About 94 percent of the money will go to Jewish institutions here, around the same percentage of the national total of $19 million, said David Pollock, associate executive director of the Jewish Community Relations Council of New York, who helped local Jewish agencies submit the grant applications.

More organizations applied for the grants for security improvements because the government, for the first time in the five-year history of the Urban Area Security Initiative Non-profit Grant Program did not require organizations to match the funding at 25 percent from private sources. The grants are for up to $75,000, although some asked for less.

“In recognition that the economy is so bad, they decided not to require the matching,” said Pollock. In all, 303 applications were received in New York, 83 of which were approved, up from 68 last year.

Names of the institutions were not disclosed because many of the applicants will not be able to make the security enhancements for several months. But according to Rep. Anthony Weiner, a Queens Democrat who announced the funding last week, 25 grantees are synagogues, 36 are schools, 12 are community centers and one is a church.

A number of institutions that received previous grants were given a second grant this year, Pollock said.

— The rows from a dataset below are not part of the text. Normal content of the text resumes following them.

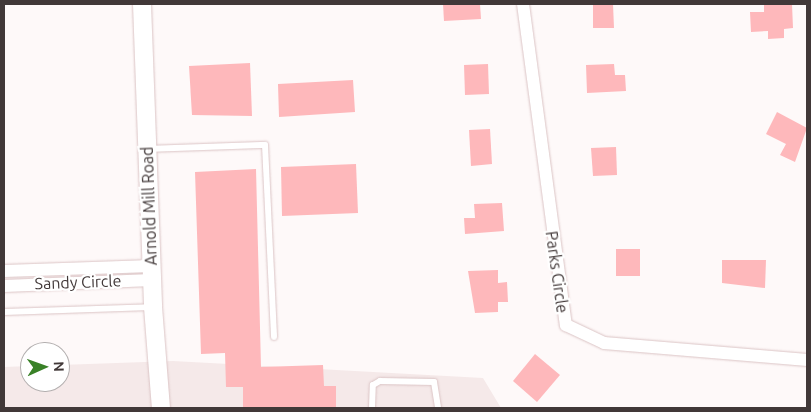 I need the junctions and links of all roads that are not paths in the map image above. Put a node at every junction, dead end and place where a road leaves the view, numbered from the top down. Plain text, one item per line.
1 (142, 4) edge
2 (523, 4) edge
3 (148, 149) junction
4 (4, 271) edge
5 (152, 273) junction
6 (4, 286) edge
7 (153, 307) junction
8 (4, 312) edge
9 (274, 337) dead end
10 (807, 360) edge
11 (161, 408) edge
12 (372, 408) edge
13 (438, 408) edge

1 - 3 main road, Arnold Mill Road
2 - 10 street, Parks Circle
3 - 5 main road, Arnold Mill Road
3 - 9 lane
4 - 5 street, Sandy Circle
5 - 6 street, Sandy Circle
5 - 7 main road, Arnold Mill Road
7 - 8 lane
7 - 11 main road, Arnold Mill Road
12 - 13 lane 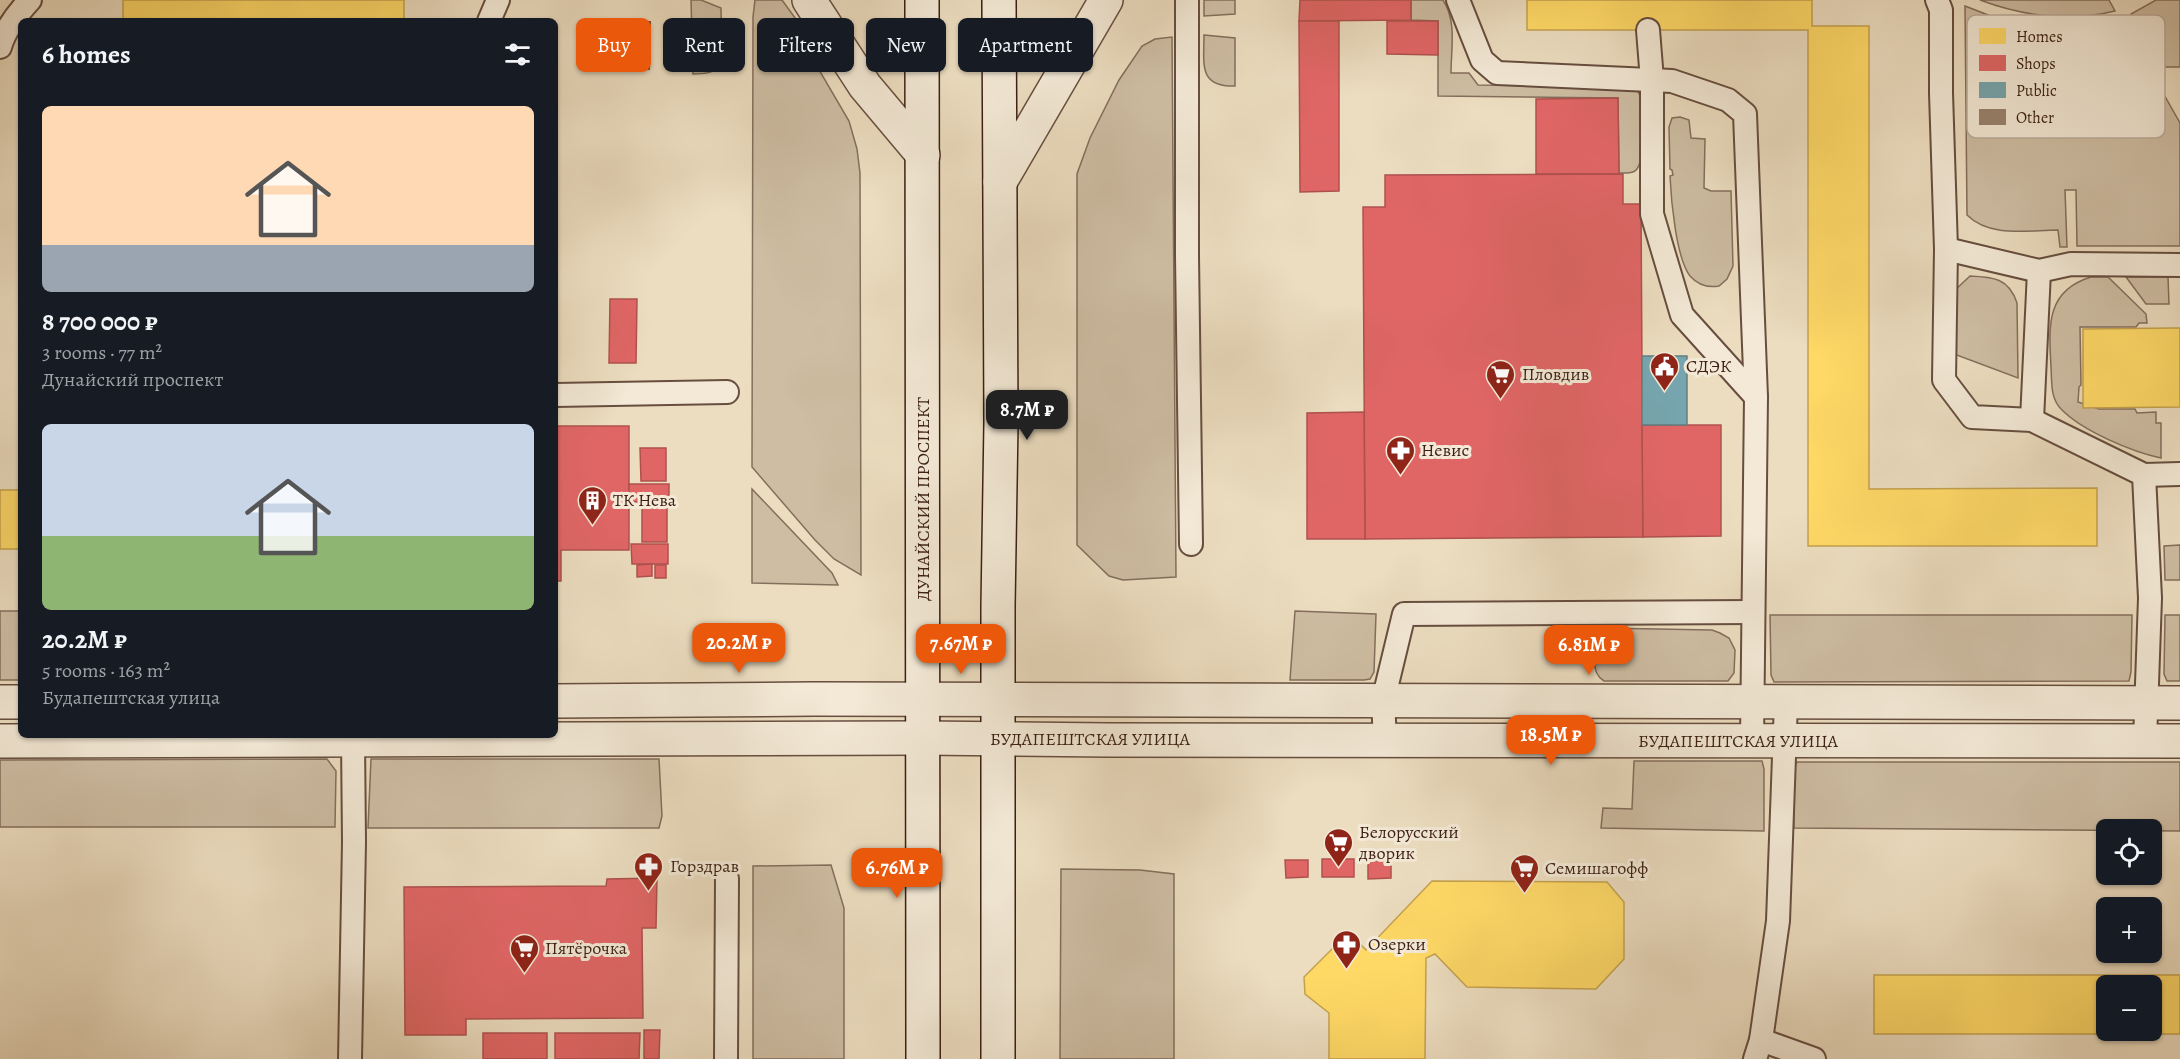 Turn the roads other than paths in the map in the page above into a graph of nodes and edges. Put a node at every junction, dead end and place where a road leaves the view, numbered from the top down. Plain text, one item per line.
1 (30, 0) edge
2 (498, 0) edge
3 (809, 0) edge
4 (922, 0) edge
5 (999, 0) edge
6 (1106, 0) edge
7 (1187, 0) edge
8 (1458, 0) edge
9 (1937, 0) edge
10 (490, 18) edge
11 (1648, 30) dead end
12 (0, 47) edge
13 (1652, 80) junction
14 (922, 155) junction
15 (1000, 182) junction
16 (1946, 249) junction
17 (2180, 264) edge
18 (2039, 271) junction
19 (727, 392) dead end
20 (558, 395) edge
21 (1756, 397) junction
22 (2032, 420) junction
23 (2180, 474) edge
24 (2144, 475) junction
25 (1191, 544) dead end
26 (1753, 612) junction
27 (923, 700) junction
28 (558, 701) edge
29 (998, 701) junction
30 (1383, 701) junction
31 (0, 702) edge
32 (18, 702) edge
33 (1752, 702) junction
34 (1786, 702) junction
35 (2147, 704) junction
36 (2180, 704) edge
37 (189, 738) edge
38 (923, 738) junction
39 (998, 739) junction
40 (353, 740) junction
41 (1385, 740) junction
42 (0, 741) edge
43 (1752, 741) junction
44 (1785, 741) junction
45 (2145, 741) junction
46 (2180, 741) edge
47 (727, 879) dead end
48 (1758, 1050) edge
49 (350, 1059) edge
50 (726, 1059) edge
51 (923, 1059) edge
52 (998, 1059) edge
53 (1814, 1059) edge

1 - 12 lane
2 - 10 lane
3 - 14 street
4 - 14 street, ДУНАЙСКИЙ ПРОСПЕКТ
5 - 15 street
6 - 15 street
7 - 25 lane
8 - 13 lane
9 - 16 lane
11 - 13 lane
13 - 21 lane
13 - 21 lane
14 - 27 street, ДУНАЙСКИЙ ПРОСПЕКТ
15 - 29 street
16 - 18 lane
16 - 22 lane
17 - 18 lane
18 - 22 lane
19 - 20 lane
21 - 26 lane
22 - 24 lane
23 - 24 lane
24 - 35 lane
26 - 30 lane
26 - 33 lane
27 - 28 street, БУДАПЕШТСКАЯ УЛИЦА
27 - 29 street, БУДАПЕШТСКАЯ УЛИЦА
27 - 38 street, ДУНАЙСКИЙ ПРОСПЕКТ
29 - 30 street, БУДАПЕШТСКАЯ УЛИЦА
29 - 39 street
30 - 33 street, БУДАПЕШТСКАЯ УЛИЦА
30 - 41 lane
31 - 32 street
33 - 34 street, БУДАПЕШТСКАЯ УЛИЦА
33 - 43 lane
34 - 35 street, БУДАПЕШТСКАЯ УЛИЦА
34 - 44 lane
35 - 36 street, БУДАПЕШТСКАЯ УЛИЦА
35 - 45 lane
37 - 40 street, БУДАПЕШТСКАЯ УЛИЦА
37 - 42 street, БУДАПЕШТСКАЯ УЛИЦА
38 - 39 street, БУДАПЕШТСКАЯ УЛИЦА
38 - 40 street, БУДАПЕШТСКАЯ УЛИЦА
38 - 51 street, ДУНАЙСКИЙ ПРОСПЕКТ
39 - 41 street, БУДАПЕШТСКАЯ УЛИЦА
39 - 52 street
40 - 49 lane
41 - 43 street, БУДАПЕШТСКАЯ УЛИЦА
43 - 44 street, БУДАПЕШТСКАЯ УЛИЦА
44 - 45 street, БУДАПЕШТСКАЯ УЛИЦА
44 - 48 lane
45 - 46 street, БУДАПЕШТСКАЯ УЛИЦА
47 - 50 lane
48 - 53 lane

With 32 grants totaling $2.3 million, Brooklyn has the largest number, while the next biggest chunk, $700,000, goes to nine facilities in Queens, followed by $600,000 for eight organizations in Manhattan and $600,000 for eight organizations in the Bronx. In Staten Island, $375,000 was awarded to five organizations. Grants were also awarded in Nassau, Suffolk and Westchester Counties as well as Albany, Buffalo and Syracuse.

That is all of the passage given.